This is said every single time when "JIT" is mentioned but I've never heard an argument how that might be possible. For all I know you'll have two problems (1) your heuristic should be so damn fast that it compensates for the runtime analysis time, this is non-trivial for JIT but trivial for AoT since runtime analysis cost is 0 (2) you need to tell us a story about how can this heuristic be so specialized that I cannot write my program, profile it on some training data (bunch of program inputs), profile and optimize (gcc and llvm can do this trivially). I never saw any code solving (1) or (2). Do we have any evidence JIT being faster than AoT? No, I see no such evidence. Even the most cutting edge JIT compilers like LuaJIT or JVM are lightyears behind gcc, llvm, rustc etc... Do we have any evidence we can perform more optimizations at runtime compared to compile-time, no I don't see any evidence. JIT was a nice, powerful, avant-garde idea that could change everything, but I don't think it turned out to be the superstar we all thought it'd be.
"Modern" CPUs achieve some of their speed by executing multiple instructions in parallel, using a pipeline: the first stage fetches an instruction from memory, hands it to the second stage that decodes it but while the decoding is taking place the first stage will have already started fetching the next instruction from memory.
Conditional jump instructions of course ruin everything, because you need to know the result of their evaluation, before you can decide which instruction is the "next" one.
"Modern" CPUs work around this by always assuming that the jump is never taken and then, if it turns out that the jump does get taken, rolling back the partial work that they did.
As it turns out the vast majority of conditional jumps in a program always go the same way, i.e. any given conditional jump is either always taken or never taken. If the compiler knew which way the condition went it would be possible to lay out the program in a way that jumps are almost never taken, for maximum performance.

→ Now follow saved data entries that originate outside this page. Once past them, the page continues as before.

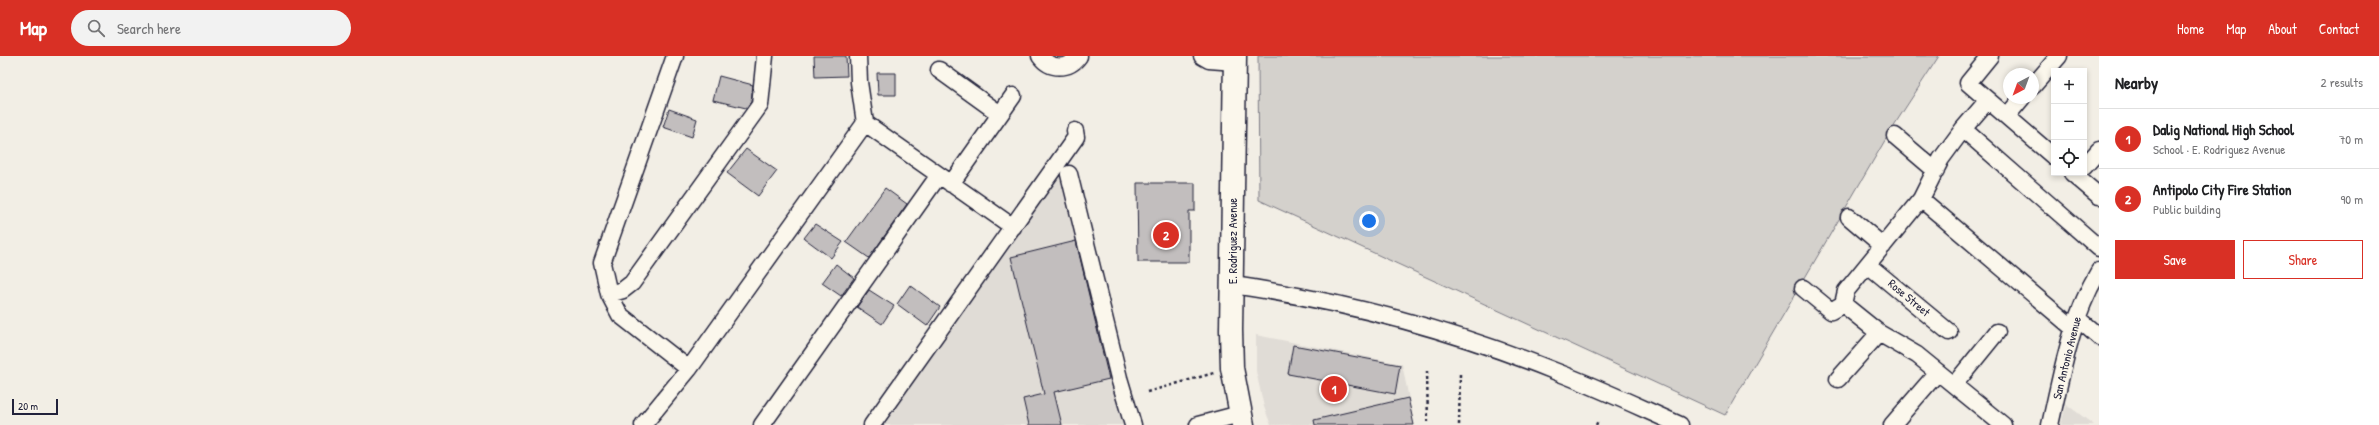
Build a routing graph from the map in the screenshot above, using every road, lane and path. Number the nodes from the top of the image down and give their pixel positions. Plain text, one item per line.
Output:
1 (675, 56) edge
2 (765, 56) edge
3 (858, 56) edge
4 (1040, 56) edge
5 (1079, 56) edge
6 (1202, 56) edge
7 (1990, 56) edge
8 (2059, 56) edge
9 (1235, 59) edge
10 (939, 70) dead end
11 (2039, 79) edge
12 (1013, 96) dead end
13 (1988, 100) junction
14 (2017, 104) edge
15 (1000, 114) junction
16 (2007, 116) junction
17 (865, 123) junction
18 (1963, 129) junction
19 (1075, 131) dead end
20 (1895, 136) dead end
21 (2099, 150) edge
22 (2051, 154) edge
23 (2087, 163) edge
24 (1936, 170) junction
25 (1068, 174) dead end
26 (2082, 176) edge
27 (945, 180) junction
28 (2099, 196) edge
29 (1921, 199) junction
30 (1849, 217) dead end
31 (1013, 227) junction
32 (1883, 246) junction
33 (2099, 248) edge
34 (1868, 265) junction
35 (2099, 270) edge
36 (1232, 285) junction
37 (1803, 288) dead end
38 (610, 294) junction
39 (1843, 304) junction
40 (2075, 323) junction
41 (1949, 332) dead end
42 (1997, 332) dead end
43 (1879, 333) junction
44 (2099, 337) edge
45 (1232, 368) junction
46 (689, 369) junction
47 (1426, 371) dead end
48 (1938, 372) junction
49 (1460, 374) dead end
50 (1838, 379) dead end
51 (1954, 385) junction
52 (1147, 392) dead end
53 (1242, 419) edge
54 (1598, 421) dead end
55 (2000, 424) edge
56 (643, 425) edge
57 (762, 425) edge
58 (872, 425) edge
59 (1133, 425) edge
60 (1198, 425) edge
61 (1428, 425) edge
62 (1458, 425) edge
63 (1596, 425) edge
64 (1680, 425) edge
65 (1892, 425) edge
66 (2050, 425) edge

1 - 38 street
2 - 38 street
3 - 17 street
4 - 5 street
6 - 9 street
7 - 13 street
8 - 11 street
9 - 36 main road, E. Rodriguez Avenue
10 - 15 street
12 - 15 street
13 - 16 street
13 - 18 street
14 - 16 street
15 - 27 street
16 - 22 street
17 - 27 street
17 - 46 street
18 - 24 street
18 - 33 street
19 - 31 street
20 - 24 street
21 - 23 street
24 - 29 street
25 - 59 street
26 - 28 street
27 - 31 street
27 - 57 street
29 - 32 street
29 - 40 street
30 - 32 street
31 - 58 street
32 - 34 street
34 - 39 street
34 - 41 street, Rose Street
35 - 40 street, San Antonio Avenue
36 - 45 main road, E. Rodriguez Avenue
36 - 64 street
37 - 39 street
38 - 46 street
39 - 43 street
40 - 44 street
40 - 66 street, San Antonio Avenue
42 - 51 street
43 - 48 street
43 - 50 street
45 - 52 path
45 - 53 main road, E. Rodriguez Avenue
46 - 56 street
47 - 61 path
48 - 51 street
48 - 65 street
49 - 62 path
51 - 55 street
53 - 60 street
54 - 63 path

A static compiler can't do this but with a JIT you can run the program in bytecode a bunch of times and then use the information you gathered to lay it out in the best way possible.
All that I've said is 100% true and empirically verifiable. The reason this didn't work out is that in the early-2000s all x86 CPU manufacturer started adding this specific optimization directly inside the CPU. They started keeping branch counters and using them to guess which way conditional jumps were more likely to go.
There's other optimizations that a JIT compiler can do and a static compiler can't, but the story is similar. Big x86 manufacturers can do almost anything a JIT compiler can do and that's why the technology is essentially obsolete.
There's still some value in distributing a single binary that executes at near-native speed everywhere, but that's basically it.
A JIT can do all the optimisations that a static compiler can, and then of top of that it can do additional optimisations that a static compiler can't.
If you run your trading app once a day, all day, and warm it up for an hour first, and want max speed, why do you care if it takes a few seconds to compile?
If you're running code all day long and profiling it dynamically the whole time, then you're going to pay for it. There is overhead to JIT, and there is overhead to profiling. There is no overhead for a statically compiled program, no matter how you profile it.
I still need evidence that my real time trading app running an entire gcc in it makes it faster. I have no problem with JIT in theory, everything you say makes sense. I've never seen this trend in practice though. Either the optimizations you're talking about can be utilized too rarely, or they are too complex that most JITs don't implement, or they're too expensive that it doesn't give any net gain.
Well, it doesn't actually make sense in theory. While JIT theoretically can profile a current run it also adds a JIT related runtime overhead. It needs to waste a lot of resources on both profiling and recompilation to make use of any new information. That's always going to be strictly slower than PGO techniques, with basically hand picked optimizations for each application and zero overhead.
Yes, that's strictly more information. You still better collect it quickly, as you are compiling your functions each time they run.
Besides, people rally don't like that warming-up period. But it's not the current bottleneck.
Anyway, JIT has a great potential. Just not for desktop software, or network services, or your trading app. It can be great for scientific computing, for example. But that's potential; currently it's not any good on practice.
Well, Android team decided that AOT introduced in Android 5 was a mistake and they went back to a mix of first level interpreter handwritten in Assembly => JIT + PGO => AOT + PGO(taken from JIT) when idle.
Also the large majority of modern Windows software is actually written in .NET, with small C++ pieces.
It's true that AOT compilers can get most of the benefits of JIT compilers by leveraging profile guided and link-time optimization. In principle, we could get rid of shared libraries, ship LLVM bitcode instead and statically compile everything, enabling cross-library optimizations - but so far, we tend to not do that...